**PROBLEM TO SOLVE**
Please count the lines of the data that contain "edges" and state only the total.

━━━━━ DATA EXCERPTS

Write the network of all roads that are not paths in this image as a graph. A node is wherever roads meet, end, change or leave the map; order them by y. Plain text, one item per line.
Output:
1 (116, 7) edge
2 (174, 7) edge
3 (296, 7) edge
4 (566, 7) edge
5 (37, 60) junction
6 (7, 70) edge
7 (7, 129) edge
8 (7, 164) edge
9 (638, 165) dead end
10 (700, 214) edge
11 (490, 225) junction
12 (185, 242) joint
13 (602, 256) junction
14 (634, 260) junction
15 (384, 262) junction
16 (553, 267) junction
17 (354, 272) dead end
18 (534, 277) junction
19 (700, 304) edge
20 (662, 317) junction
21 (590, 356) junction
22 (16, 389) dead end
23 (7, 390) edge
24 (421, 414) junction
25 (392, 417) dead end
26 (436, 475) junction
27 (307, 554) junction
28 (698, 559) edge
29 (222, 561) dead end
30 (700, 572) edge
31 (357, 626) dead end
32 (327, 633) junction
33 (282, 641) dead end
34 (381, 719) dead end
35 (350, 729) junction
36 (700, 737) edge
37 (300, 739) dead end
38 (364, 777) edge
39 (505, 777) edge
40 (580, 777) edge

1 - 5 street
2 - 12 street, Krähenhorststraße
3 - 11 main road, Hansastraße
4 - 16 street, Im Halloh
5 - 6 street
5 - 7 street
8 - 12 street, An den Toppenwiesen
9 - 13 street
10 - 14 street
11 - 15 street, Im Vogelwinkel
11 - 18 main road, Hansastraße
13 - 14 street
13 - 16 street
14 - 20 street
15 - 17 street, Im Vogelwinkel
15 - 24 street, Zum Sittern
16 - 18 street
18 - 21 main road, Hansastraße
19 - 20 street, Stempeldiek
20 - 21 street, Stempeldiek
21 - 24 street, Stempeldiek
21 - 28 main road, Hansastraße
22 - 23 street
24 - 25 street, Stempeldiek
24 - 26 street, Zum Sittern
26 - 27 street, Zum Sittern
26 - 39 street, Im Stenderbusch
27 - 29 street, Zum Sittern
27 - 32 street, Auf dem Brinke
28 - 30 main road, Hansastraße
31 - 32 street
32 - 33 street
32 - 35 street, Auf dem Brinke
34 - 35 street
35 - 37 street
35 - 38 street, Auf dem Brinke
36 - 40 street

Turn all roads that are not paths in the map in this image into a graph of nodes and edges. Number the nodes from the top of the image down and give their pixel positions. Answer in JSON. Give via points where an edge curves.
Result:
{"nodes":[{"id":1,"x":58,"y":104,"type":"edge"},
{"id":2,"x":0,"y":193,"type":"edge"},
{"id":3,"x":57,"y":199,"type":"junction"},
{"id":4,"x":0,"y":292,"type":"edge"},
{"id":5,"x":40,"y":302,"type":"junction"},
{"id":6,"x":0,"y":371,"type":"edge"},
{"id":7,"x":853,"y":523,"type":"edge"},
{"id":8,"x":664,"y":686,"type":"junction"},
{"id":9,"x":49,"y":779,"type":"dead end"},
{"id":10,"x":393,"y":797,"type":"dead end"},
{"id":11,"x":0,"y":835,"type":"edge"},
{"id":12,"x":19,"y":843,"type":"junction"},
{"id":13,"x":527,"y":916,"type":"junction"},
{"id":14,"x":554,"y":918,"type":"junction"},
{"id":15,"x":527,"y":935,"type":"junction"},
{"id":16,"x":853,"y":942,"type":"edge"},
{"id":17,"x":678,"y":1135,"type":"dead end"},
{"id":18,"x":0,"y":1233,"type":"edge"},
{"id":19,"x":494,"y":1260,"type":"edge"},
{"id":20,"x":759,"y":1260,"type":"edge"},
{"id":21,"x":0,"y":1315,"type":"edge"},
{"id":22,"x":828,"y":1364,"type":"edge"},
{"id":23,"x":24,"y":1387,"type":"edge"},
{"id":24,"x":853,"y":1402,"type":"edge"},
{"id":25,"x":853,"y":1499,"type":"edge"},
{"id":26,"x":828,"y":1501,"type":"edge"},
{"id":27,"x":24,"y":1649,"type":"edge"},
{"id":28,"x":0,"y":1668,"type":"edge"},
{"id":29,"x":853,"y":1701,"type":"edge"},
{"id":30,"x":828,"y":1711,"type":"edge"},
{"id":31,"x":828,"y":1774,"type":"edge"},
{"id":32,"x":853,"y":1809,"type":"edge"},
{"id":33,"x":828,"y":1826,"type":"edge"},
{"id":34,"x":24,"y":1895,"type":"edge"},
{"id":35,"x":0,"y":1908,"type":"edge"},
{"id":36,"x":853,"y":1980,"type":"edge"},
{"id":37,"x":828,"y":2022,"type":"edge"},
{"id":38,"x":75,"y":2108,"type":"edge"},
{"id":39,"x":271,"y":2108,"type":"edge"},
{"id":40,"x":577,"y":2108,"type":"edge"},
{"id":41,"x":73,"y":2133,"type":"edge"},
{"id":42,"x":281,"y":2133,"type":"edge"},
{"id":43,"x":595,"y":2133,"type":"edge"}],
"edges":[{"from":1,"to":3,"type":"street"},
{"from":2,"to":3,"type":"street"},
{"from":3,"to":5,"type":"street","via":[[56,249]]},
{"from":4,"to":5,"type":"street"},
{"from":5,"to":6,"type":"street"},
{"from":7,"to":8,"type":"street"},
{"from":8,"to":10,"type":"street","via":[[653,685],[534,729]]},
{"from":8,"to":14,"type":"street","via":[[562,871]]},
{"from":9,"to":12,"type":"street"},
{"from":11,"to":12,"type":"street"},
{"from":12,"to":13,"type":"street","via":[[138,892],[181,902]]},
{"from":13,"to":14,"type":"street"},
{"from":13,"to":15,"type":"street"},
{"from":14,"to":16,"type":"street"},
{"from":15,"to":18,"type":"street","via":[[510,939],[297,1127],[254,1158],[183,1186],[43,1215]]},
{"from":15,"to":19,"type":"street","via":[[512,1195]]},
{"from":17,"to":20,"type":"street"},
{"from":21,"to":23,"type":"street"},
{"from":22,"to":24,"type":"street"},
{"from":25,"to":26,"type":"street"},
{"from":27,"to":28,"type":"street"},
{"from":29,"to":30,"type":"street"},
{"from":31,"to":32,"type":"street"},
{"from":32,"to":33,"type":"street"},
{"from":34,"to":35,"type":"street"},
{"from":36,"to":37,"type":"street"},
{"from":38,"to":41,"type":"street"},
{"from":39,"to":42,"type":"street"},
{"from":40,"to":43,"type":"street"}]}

━━━━━━━━━━

**RESULT OF THE TASK**
2